## Task brief
Here the job is to restate every entry word for word.

▬▬▬

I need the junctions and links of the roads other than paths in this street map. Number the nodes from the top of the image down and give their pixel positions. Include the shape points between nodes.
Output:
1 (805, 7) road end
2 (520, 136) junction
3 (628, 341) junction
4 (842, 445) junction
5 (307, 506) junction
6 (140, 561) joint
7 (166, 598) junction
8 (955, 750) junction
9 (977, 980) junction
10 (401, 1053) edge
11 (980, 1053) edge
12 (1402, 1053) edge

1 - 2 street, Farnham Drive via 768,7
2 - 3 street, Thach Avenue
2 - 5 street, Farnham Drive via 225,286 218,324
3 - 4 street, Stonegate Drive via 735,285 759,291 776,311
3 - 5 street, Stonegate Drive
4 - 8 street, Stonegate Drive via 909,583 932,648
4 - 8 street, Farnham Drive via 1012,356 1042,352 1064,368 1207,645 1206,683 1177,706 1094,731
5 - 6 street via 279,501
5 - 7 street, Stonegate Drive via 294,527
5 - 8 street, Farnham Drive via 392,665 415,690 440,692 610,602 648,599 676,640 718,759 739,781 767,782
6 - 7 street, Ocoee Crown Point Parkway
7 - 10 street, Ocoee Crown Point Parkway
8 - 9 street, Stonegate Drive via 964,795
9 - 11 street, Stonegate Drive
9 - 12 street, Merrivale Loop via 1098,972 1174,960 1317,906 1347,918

▬▬▬

## Answer to this problem
I need the junctions and links of the roads other than paths in this street map. Number the nodes from the top of the image down and give their pixel positions. Include the shape points between nodes.
Output:
1 (805, 7) road end
2 (520, 136) junction
3 (628, 341) junction
4 (842, 445) junction
5 (307, 506) junction
6 (140, 561) joint
7 (166, 598) junction
8 (955, 750) junction
9 (977, 980) junction
10 (401, 1053) edge
11 (980, 1053) edge
12 (1402, 1053) edge

1 - 2 street, Farnham Drive via 768,7
2 - 3 street, Thach Avenue
2 - 5 street, Farnham Drive via 225,286 218,324
3 - 4 street, Stonegate Drive via 735,285 759,291 776,311
3 - 5 street, Stonegate Drive
4 - 8 street, Stonegate Drive via 909,583 932,648
4 - 8 street, Farnham Drive via 1012,356 1042,352 1064,368 1207,645 1206,683 1177,706 1094,731
5 - 6 street via 279,501
5 - 7 street, Stonegate Drive via 294,527
5 - 8 street, Farnham Drive via 392,665 415,690 440,692 610,602 648,599 676,640 718,759 739,781 767,782
6 - 7 street, Ocoee Crown Point Parkway
7 - 10 street, Ocoee Crown Point Parkway
8 - 9 street, Stonegate Drive via 964,795
9 - 11 street, Stonegate Drive
9 - 12 street, Merrivale Loop via 1098,972 1174,960 1317,906 1347,918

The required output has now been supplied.